▶ **What to work on**: Within the entries that follow, show each line where the word "view" occurs.
(Source material begins)
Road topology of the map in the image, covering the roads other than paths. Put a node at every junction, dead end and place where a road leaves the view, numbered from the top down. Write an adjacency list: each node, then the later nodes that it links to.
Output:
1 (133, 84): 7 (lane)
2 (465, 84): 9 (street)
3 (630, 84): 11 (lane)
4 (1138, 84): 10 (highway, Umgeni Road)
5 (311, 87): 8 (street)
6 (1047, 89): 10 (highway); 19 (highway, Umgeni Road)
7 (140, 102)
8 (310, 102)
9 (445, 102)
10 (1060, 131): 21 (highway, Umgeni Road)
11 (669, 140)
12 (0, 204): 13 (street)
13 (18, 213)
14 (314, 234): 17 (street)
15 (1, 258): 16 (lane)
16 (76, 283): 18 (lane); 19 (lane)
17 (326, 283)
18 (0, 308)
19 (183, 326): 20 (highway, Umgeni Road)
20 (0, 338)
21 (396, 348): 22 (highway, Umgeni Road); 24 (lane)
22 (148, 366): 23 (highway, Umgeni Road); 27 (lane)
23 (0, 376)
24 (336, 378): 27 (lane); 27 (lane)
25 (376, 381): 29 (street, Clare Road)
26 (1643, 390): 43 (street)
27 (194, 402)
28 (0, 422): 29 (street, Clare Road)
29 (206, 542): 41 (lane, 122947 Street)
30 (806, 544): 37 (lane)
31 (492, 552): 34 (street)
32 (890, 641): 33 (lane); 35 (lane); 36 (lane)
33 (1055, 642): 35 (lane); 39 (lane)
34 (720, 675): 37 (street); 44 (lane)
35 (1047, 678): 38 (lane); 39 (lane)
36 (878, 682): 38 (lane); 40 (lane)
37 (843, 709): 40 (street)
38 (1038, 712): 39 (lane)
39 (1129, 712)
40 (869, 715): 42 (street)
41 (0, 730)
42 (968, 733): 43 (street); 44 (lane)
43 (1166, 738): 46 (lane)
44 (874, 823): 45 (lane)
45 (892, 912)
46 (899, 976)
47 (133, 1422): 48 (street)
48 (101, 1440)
(Source material ends)
(Source material begins)
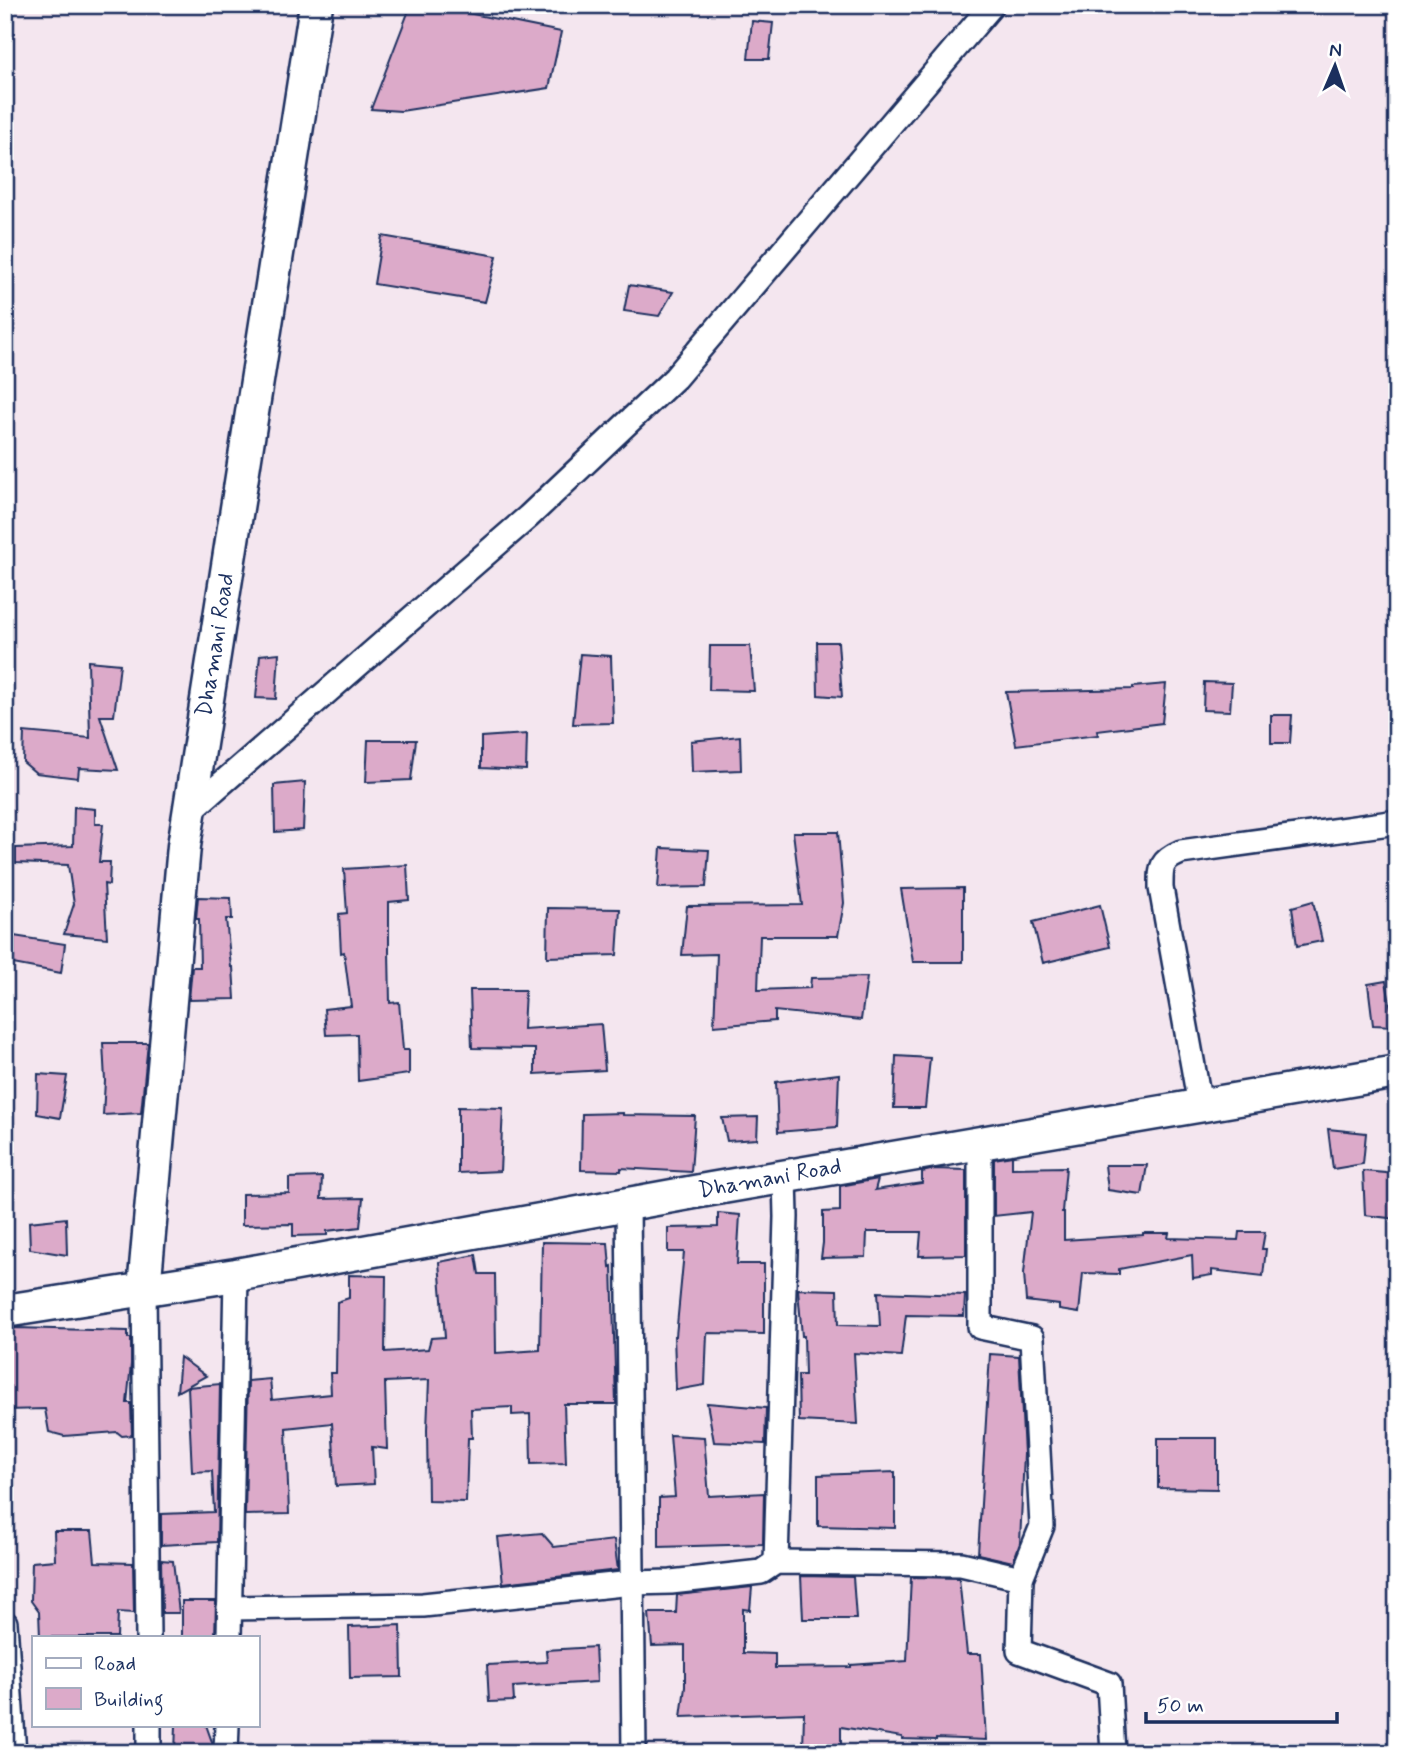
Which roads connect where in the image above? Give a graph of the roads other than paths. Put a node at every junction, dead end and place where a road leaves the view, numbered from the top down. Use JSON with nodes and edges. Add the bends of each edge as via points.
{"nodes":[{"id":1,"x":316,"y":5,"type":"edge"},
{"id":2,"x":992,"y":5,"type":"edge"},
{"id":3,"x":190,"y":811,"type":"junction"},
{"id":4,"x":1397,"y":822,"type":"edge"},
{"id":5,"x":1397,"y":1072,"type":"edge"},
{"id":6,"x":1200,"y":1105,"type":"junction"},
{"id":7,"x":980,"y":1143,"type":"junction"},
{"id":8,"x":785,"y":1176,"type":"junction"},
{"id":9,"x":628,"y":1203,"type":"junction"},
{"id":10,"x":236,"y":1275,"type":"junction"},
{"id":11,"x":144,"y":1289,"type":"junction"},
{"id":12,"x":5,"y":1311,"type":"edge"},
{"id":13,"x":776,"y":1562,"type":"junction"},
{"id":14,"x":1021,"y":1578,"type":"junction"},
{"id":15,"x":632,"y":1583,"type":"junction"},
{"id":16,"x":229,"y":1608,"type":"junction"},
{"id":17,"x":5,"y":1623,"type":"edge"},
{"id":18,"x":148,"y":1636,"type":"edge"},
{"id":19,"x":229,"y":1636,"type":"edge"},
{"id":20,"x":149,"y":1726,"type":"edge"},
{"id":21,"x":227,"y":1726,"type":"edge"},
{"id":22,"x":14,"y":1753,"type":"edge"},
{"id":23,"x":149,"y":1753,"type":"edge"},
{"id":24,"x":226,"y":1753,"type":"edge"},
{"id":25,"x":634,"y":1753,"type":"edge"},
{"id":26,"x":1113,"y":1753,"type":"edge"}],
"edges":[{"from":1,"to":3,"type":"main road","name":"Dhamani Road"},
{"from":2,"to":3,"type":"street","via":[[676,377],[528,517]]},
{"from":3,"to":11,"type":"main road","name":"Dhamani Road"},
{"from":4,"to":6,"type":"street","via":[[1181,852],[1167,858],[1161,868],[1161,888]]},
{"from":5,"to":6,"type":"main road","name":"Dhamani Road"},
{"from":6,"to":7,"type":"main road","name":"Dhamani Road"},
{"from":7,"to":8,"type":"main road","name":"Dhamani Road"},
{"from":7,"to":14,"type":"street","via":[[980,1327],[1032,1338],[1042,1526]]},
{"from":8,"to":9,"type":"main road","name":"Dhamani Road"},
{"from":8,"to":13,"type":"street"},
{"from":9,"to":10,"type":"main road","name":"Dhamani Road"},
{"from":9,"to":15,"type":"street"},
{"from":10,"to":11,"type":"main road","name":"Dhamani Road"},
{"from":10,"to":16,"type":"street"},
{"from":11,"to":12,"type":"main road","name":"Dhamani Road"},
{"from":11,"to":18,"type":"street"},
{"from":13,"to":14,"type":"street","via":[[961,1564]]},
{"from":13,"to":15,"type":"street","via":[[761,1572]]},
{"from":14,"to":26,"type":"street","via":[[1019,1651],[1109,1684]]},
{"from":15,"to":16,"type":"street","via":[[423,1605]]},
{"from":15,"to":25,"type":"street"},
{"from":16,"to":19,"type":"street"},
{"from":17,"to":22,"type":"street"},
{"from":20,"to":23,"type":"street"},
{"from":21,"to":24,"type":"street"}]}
(Source material ends)
▶ **Completed exercise**:
Road topology of the map in the image, covering the roads other than paths. Put a node at every junction, dead end and place where a road leaves the view, numbered from the top down. Write an adjacency list: each node, then the later nodes that it links to.
Which roads connect where in the image above? Give a graph of the roads other than paths. Put a node at every junction, dead end and place where a road leaves the view, numbered from the top down. Use JSON with nodes and edges. Add the bends of each edge as via points.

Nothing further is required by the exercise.